#### TASK DIRECTIONS
Give back the entries below verbatim.

#### MATERIAL FOR THIS EXERCISE
■ ■ ■ ■ ■ ■ ■
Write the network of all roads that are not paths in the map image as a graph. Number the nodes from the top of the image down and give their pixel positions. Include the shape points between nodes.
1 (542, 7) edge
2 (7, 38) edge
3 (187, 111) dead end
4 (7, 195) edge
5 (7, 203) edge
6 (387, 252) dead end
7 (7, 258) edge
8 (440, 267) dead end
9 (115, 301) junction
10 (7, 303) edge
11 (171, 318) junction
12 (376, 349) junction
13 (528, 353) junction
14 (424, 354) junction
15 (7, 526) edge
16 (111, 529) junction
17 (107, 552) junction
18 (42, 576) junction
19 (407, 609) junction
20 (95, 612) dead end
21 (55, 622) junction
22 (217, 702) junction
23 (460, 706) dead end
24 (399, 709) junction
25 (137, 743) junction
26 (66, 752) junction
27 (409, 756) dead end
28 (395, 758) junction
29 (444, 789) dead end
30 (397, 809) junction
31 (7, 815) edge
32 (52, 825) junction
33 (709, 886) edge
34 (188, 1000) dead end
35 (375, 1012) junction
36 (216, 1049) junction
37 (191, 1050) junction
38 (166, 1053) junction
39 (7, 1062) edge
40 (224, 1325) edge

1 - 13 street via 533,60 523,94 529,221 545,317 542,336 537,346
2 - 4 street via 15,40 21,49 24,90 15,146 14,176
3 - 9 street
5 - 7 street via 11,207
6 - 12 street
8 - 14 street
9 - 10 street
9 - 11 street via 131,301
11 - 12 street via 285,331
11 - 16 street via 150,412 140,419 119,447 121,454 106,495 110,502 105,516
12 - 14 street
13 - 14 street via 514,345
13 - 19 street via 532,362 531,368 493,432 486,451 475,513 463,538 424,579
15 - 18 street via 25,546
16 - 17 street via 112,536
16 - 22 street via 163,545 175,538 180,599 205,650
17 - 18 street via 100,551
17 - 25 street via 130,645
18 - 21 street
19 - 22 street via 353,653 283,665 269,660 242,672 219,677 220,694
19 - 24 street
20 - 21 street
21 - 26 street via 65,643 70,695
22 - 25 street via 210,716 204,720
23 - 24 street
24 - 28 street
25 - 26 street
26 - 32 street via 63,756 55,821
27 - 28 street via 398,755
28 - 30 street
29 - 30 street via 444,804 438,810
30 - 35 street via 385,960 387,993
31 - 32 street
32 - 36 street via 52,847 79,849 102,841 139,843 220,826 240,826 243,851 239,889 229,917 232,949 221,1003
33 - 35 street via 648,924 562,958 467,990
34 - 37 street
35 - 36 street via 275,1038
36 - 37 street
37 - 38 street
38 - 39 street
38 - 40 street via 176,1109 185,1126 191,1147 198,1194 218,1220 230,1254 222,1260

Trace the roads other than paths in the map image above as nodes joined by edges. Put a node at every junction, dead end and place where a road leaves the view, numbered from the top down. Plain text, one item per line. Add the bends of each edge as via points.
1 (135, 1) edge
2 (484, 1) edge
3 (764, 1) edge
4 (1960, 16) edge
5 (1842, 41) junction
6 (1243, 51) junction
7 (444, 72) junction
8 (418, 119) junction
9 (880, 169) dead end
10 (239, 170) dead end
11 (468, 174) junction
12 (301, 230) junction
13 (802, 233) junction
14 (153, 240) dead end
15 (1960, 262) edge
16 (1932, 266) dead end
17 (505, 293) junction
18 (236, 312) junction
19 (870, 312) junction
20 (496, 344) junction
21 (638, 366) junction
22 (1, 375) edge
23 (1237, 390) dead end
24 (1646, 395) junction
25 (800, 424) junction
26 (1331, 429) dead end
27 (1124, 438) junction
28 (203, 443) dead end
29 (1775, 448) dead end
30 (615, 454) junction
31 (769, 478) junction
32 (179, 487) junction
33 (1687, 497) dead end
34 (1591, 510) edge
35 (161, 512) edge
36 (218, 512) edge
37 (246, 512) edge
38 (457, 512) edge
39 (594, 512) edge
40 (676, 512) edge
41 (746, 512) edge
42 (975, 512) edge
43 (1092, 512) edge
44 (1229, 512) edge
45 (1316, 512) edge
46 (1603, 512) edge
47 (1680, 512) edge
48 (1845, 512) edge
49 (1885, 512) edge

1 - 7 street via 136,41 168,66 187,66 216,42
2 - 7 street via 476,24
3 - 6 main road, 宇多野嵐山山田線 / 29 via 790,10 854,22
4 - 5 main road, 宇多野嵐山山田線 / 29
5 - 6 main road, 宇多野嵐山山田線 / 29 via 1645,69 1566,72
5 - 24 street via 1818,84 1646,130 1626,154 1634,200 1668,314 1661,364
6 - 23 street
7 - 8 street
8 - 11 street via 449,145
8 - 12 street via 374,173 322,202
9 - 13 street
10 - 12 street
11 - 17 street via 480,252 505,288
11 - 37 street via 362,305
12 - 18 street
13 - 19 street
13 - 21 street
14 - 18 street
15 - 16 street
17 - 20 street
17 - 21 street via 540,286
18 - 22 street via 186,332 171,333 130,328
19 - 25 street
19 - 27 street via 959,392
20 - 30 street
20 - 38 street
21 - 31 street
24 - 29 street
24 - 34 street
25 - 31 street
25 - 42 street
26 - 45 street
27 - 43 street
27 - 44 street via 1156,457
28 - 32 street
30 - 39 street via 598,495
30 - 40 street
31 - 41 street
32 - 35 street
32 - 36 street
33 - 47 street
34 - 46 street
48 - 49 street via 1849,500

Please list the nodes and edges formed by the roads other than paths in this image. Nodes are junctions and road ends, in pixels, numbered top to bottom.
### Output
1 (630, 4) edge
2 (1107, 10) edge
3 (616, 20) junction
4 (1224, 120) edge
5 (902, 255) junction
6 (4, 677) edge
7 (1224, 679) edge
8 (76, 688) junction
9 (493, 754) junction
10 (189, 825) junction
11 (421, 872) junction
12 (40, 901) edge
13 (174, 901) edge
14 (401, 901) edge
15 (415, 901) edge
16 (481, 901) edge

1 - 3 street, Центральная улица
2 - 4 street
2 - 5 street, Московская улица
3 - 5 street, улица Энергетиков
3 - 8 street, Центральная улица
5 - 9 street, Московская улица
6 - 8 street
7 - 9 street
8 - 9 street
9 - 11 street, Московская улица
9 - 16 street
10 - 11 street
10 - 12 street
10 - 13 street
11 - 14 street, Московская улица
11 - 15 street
■ ■ ■ ■ ■ ■ ■
#### EXPECTED ANSWER
Write the network of all roads that are not paths in the map image as a graph. Number the nodes from the top of the image down and give their pixel positions. Include the shape points between nodes.
1 (542, 7) edge
2 (7, 38) edge
3 (187, 111) dead end
4 (7, 195) edge
5 (7, 203) edge
6 (387, 252) dead end
7 (7, 258) edge
8 (440, 267) dead end
9 (115, 301) junction
10 (7, 303) edge
11 (171, 318) junction
12 (376, 349) junction
13 (528, 353) junction
14 (424, 354) junction
15 (7, 526) edge
16 (111, 529) junction
17 (107, 552) junction
18 (42, 576) junction
19 (407, 609) junction
20 (95, 612) dead end
21 (55, 622) junction
22 (217, 702) junction
23 (460, 706) dead end
24 (399, 709) junction
25 (137, 743) junction
26 (66, 752) junction
27 (409, 756) dead end
28 (395, 758) junction
29 (444, 789) dead end
30 (397, 809) junction
31 (7, 815) edge
32 (52, 825) junction
33 (709, 886) edge
34 (188, 1000) dead end
35 (375, 1012) junction
36 (216, 1049) junction
37 (191, 1050) junction
38 (166, 1053) junction
39 (7, 1062) edge
40 (224, 1325) edge

1 - 13 street via 533,60 523,94 529,221 545,317 542,336 537,346
2 - 4 street via 15,40 21,49 24,90 15,146 14,176
3 - 9 street
5 - 7 street via 11,207
6 - 12 street
8 - 14 street
9 - 10 street
9 - 11 street via 131,301
11 - 12 street via 285,331
11 - 16 street via 150,412 140,419 119,447 121,454 106,495 110,502 105,516
12 - 14 street
13 - 14 street via 514,345
13 - 19 street via 532,362 531,368 493,432 486,451 475,513 463,538 424,579
15 - 18 street via 25,546
16 - 17 street via 112,536
16 - 22 street via 163,545 175,538 180,599 205,650
17 - 18 street via 100,551
17 - 25 street via 130,645
18 - 21 street
19 - 22 street via 353,653 283,665 269,660 242,672 219,677 220,694
19 - 24 street
20 - 21 street
21 - 26 street via 65,643 70,695
22 - 25 street via 210,716 204,720
23 - 24 street
24 - 28 street
25 - 26 street
26 - 32 street via 63,756 55,821
27 - 28 street via 398,755
28 - 30 street
29 - 30 street via 444,804 438,810
30 - 35 street via 385,960 387,993
31 - 32 street
32 - 36 street via 52,847 79,849 102,841 139,843 220,826 240,826 243,851 239,889 229,917 232,949 221,1003
33 - 35 street via 648,924 562,958 467,990
34 - 37 street
35 - 36 street via 275,1038
36 - 37 street
37 - 38 street
38 - 39 street
38 - 40 street via 176,1109 185,1126 191,1147 198,1194 218,1220 230,1254 222,1260

Trace the roads other than paths in the map image above as nodes joined by edges. Put a node at every junction, dead end and place where a road leaves the view, numbered from the top down. Plain text, one item per line. Add the bends of each edge as via points.
1 (135, 1) edge
2 (484, 1) edge
3 (764, 1) edge
4 (1960, 16) edge
5 (1842, 41) junction
6 (1243, 51) junction
7 (444, 72) junction
8 (418, 119) junction
9 (880, 169) dead end
10 (239, 170) dead end
11 (468, 174) junction
12 (301, 230) junction
13 (802, 233) junction
14 (153, 240) dead end
15 (1960, 262) edge
16 (1932, 266) dead end
17 (505, 293) junction
18 (236, 312) junction
19 (870, 312) junction
20 (496, 344) junction
21 (638, 366) junction
22 (1, 375) edge
23 (1237, 390) dead end
24 (1646, 395) junction
25 (800, 424) junction
26 (1331, 429) dead end
27 (1124, 438) junction
28 (203, 443) dead end
29 (1775, 448) dead end
30 (615, 454) junction
31 (769, 478) junction
32 (179, 487) junction
33 (1687, 497) dead end
34 (1591, 510) edge
35 (161, 512) edge
36 (218, 512) edge
37 (246, 512) edge
38 (457, 512) edge
39 (594, 512) edge
40 (676, 512) edge
41 (746, 512) edge
42 (975, 512) edge
43 (1092, 512) edge
44 (1229, 512) edge
45 (1316, 512) edge
46 (1603, 512) edge
47 (1680, 512) edge
48 (1845, 512) edge
49 (1885, 512) edge

1 - 7 street via 136,41 168,66 187,66 216,42
2 - 7 street via 476,24
3 - 6 main road, 宇多野嵐山山田線 / 29 via 790,10 854,22
4 - 5 main road, 宇多野嵐山山田線 / 29
5 - 6 main road, 宇多野嵐山山田線 / 29 via 1645,69 1566,72
5 - 24 street via 1818,84 1646,130 1626,154 1634,200 1668,314 1661,364
6 - 23 street
7 - 8 street
8 - 11 street via 449,145
8 - 12 street via 374,173 322,202
9 - 13 street
10 - 12 street
11 - 17 street via 480,252 505,288
11 - 37 street via 362,305
12 - 18 street
13 - 19 street
13 - 21 street
14 - 18 street
15 - 16 street
17 - 20 street
17 - 21 street via 540,286
18 - 22 street via 186,332 171,333 130,328
19 - 25 street
19 - 27 street via 959,392
20 - 30 street
20 - 38 street
21 - 31 street
24 - 29 street
24 - 34 street
25 - 31 street
25 - 42 street
26 - 45 street
27 - 43 street
27 - 44 street via 1156,457
28 - 32 street
30 - 39 street via 598,495
30 - 40 street
31 - 41 street
32 - 35 street
32 - 36 street
33 - 47 street
34 - 46 street
48 - 49 street via 1849,500

Please list the nodes and edges formed by the roads other than paths in this image. Nodes are junctions and road ends, in pixels, numbered top to bottom.
### Output
1 (630, 4) edge
2 (1107, 10) edge
3 (616, 20) junction
4 (1224, 120) edge
5 (902, 255) junction
6 (4, 677) edge
7 (1224, 679) edge
8 (76, 688) junction
9 (493, 754) junction
10 (189, 825) junction
11 (421, 872) junction
12 (40, 901) edge
13 (174, 901) edge
14 (401, 901) edge
15 (415, 901) edge
16 (481, 901) edge

1 - 3 street, Центральная улица
2 - 4 street
2 - 5 street, Московская улица
3 - 5 street, улица Энергетиков
3 - 8 street, Центральная улица
5 - 9 street, Московская улица
6 - 8 street
7 - 9 street
8 - 9 street
9 - 11 street, Московская улица
9 - 16 street
10 - 11 street
10 - 12 street
10 - 13 street
11 - 14 street, Московская улица
11 - 15 street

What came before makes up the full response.